Among the following entries, how many lines hold the string "Jalan"? State only the number.

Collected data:
........

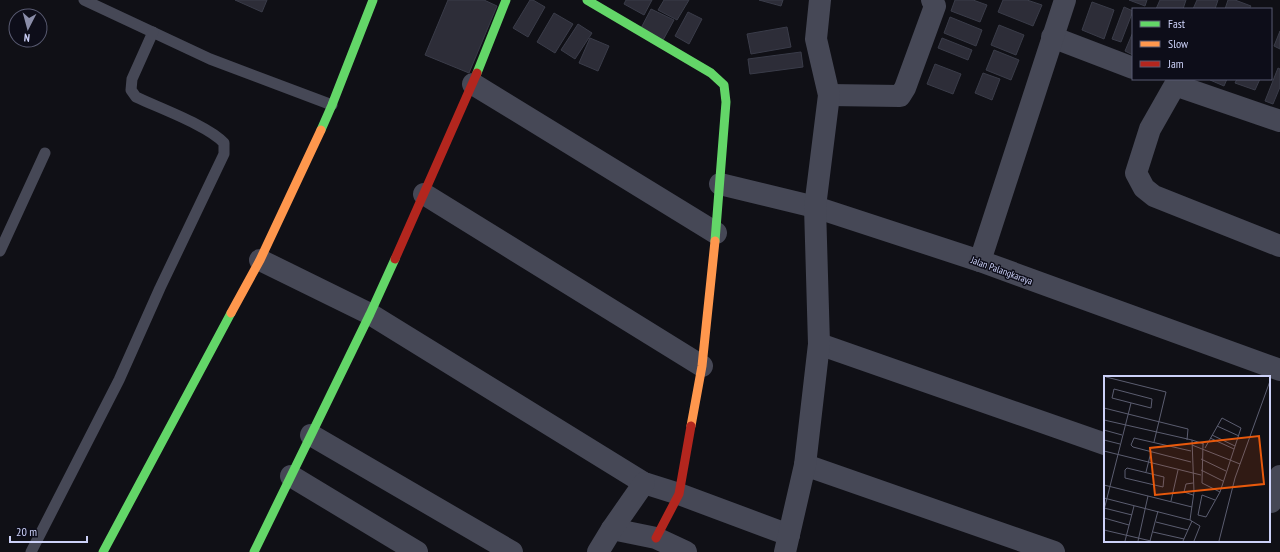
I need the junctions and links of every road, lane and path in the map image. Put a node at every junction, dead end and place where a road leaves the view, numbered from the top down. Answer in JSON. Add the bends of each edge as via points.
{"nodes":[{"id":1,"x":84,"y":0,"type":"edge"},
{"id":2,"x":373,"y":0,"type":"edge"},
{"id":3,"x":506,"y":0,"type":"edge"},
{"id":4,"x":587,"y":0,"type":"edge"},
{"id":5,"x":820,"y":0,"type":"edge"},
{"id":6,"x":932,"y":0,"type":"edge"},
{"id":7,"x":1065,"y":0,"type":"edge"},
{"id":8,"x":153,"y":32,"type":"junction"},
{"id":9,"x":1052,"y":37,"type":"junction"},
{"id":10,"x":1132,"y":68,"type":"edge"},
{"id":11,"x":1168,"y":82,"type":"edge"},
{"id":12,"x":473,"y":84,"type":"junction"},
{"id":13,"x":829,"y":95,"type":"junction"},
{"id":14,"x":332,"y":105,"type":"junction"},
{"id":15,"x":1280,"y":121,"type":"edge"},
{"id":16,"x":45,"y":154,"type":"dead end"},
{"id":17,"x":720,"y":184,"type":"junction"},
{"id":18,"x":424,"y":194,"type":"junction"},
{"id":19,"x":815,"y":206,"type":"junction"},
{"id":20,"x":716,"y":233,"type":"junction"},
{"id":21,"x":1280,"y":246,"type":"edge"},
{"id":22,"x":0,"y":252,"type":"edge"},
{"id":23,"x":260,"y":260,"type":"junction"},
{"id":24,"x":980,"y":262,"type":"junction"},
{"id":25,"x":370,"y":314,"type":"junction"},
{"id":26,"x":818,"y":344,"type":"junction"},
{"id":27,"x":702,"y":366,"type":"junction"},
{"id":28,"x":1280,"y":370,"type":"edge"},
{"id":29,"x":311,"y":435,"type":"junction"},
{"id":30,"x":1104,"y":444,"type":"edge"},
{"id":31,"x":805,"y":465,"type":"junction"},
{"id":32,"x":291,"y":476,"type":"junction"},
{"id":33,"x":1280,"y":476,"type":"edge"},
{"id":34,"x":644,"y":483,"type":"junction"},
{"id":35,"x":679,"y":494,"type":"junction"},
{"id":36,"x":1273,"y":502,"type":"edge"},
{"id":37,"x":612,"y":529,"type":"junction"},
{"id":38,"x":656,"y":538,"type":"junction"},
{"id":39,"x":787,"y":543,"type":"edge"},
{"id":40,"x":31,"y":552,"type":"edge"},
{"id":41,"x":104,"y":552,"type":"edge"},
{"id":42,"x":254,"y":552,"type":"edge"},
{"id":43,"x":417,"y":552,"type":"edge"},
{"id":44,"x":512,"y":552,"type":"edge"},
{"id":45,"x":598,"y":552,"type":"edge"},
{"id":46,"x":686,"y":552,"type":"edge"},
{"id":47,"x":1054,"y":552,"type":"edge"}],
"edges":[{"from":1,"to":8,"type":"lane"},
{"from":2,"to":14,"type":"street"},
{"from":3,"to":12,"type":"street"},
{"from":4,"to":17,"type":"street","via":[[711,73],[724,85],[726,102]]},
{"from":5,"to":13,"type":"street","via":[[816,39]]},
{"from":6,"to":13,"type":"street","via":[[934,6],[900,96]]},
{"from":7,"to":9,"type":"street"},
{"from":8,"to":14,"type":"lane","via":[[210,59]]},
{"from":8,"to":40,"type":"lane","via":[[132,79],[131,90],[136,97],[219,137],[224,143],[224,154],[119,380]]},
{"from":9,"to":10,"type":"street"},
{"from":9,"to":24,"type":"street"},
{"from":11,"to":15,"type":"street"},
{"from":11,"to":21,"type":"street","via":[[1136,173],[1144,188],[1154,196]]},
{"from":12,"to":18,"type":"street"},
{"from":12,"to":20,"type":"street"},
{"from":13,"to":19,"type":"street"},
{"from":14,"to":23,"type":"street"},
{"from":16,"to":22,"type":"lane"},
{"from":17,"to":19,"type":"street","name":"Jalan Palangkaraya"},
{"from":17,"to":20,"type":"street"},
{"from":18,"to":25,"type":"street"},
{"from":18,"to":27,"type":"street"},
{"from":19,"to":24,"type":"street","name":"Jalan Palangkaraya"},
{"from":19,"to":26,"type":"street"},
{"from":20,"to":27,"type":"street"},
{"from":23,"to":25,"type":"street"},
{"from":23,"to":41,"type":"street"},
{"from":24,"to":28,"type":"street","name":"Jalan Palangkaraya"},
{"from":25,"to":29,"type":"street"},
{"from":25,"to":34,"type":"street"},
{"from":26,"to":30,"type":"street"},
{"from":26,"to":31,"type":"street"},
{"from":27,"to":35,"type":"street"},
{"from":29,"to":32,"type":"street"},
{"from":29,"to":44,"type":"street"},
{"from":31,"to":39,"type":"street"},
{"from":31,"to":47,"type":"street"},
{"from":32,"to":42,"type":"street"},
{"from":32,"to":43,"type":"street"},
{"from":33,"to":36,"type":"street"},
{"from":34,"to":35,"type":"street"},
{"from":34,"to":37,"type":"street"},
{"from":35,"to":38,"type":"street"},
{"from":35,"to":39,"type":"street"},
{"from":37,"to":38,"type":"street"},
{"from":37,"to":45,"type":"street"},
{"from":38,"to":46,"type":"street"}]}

........

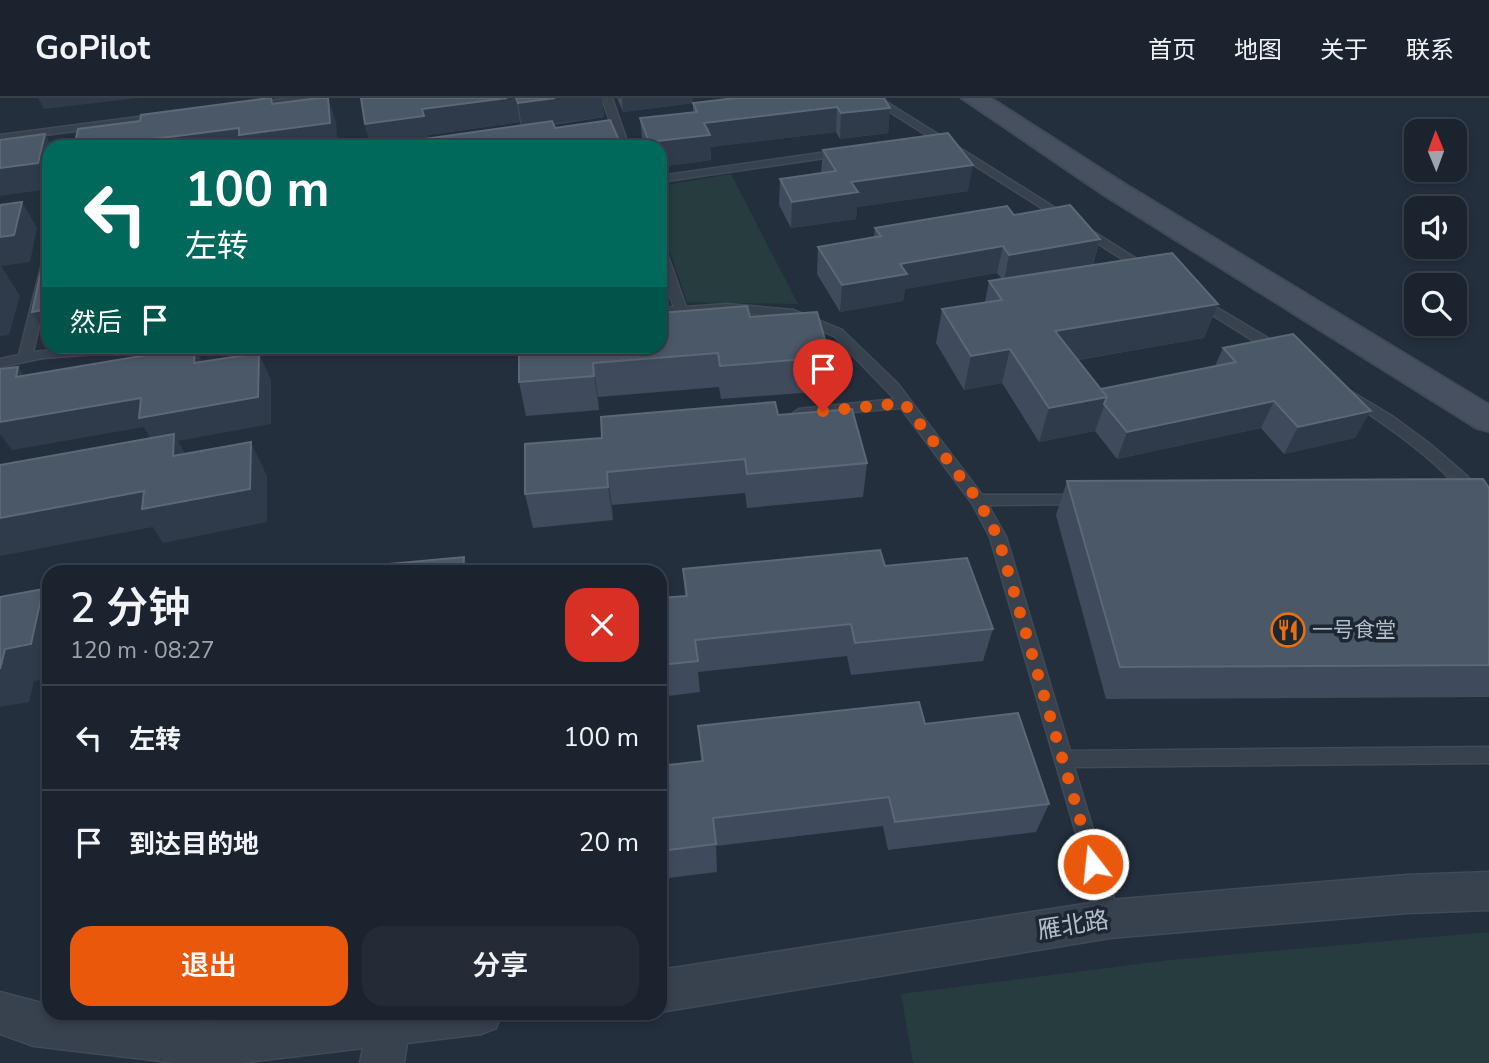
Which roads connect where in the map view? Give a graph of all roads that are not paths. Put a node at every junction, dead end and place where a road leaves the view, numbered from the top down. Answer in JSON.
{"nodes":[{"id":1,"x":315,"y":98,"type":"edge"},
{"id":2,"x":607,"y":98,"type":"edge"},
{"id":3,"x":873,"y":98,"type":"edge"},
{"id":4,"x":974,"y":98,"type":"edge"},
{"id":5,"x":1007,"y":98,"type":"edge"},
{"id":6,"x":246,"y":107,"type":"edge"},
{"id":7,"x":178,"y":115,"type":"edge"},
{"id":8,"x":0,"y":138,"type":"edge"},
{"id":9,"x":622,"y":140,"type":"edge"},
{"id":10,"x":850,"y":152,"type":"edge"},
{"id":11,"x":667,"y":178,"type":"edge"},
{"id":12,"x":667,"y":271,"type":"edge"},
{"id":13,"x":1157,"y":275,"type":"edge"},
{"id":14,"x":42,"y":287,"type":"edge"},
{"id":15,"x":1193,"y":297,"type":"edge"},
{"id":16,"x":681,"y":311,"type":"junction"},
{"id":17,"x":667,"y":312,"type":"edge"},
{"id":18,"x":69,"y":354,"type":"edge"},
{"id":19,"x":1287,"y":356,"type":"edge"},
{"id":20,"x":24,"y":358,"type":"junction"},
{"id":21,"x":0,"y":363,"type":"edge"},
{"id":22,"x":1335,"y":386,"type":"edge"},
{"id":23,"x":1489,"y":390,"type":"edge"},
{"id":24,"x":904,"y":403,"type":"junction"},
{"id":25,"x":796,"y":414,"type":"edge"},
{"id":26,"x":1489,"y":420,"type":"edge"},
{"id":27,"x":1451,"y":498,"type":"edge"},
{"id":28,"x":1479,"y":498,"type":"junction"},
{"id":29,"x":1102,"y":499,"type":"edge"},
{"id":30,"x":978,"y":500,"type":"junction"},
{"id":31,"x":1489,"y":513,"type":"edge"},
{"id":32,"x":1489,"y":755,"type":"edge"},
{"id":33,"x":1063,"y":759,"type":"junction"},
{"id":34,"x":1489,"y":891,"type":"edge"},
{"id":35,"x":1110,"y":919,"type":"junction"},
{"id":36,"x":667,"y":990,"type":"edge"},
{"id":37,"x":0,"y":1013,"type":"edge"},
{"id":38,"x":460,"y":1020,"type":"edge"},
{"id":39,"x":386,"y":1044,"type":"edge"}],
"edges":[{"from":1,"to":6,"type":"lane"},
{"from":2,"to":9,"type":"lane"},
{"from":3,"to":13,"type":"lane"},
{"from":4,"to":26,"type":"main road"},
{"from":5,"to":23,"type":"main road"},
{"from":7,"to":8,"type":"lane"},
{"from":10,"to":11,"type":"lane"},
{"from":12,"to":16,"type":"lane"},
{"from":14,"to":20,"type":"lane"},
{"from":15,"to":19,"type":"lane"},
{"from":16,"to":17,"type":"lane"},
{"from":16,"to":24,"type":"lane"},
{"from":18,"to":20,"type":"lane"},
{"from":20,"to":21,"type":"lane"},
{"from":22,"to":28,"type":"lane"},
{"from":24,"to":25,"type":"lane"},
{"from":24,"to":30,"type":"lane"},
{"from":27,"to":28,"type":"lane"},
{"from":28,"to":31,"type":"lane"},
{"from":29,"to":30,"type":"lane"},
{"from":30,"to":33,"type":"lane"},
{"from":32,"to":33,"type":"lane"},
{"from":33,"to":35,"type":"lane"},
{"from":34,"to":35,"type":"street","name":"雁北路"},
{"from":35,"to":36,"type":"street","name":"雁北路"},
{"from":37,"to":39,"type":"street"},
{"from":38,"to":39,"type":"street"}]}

........

→ **Response**
3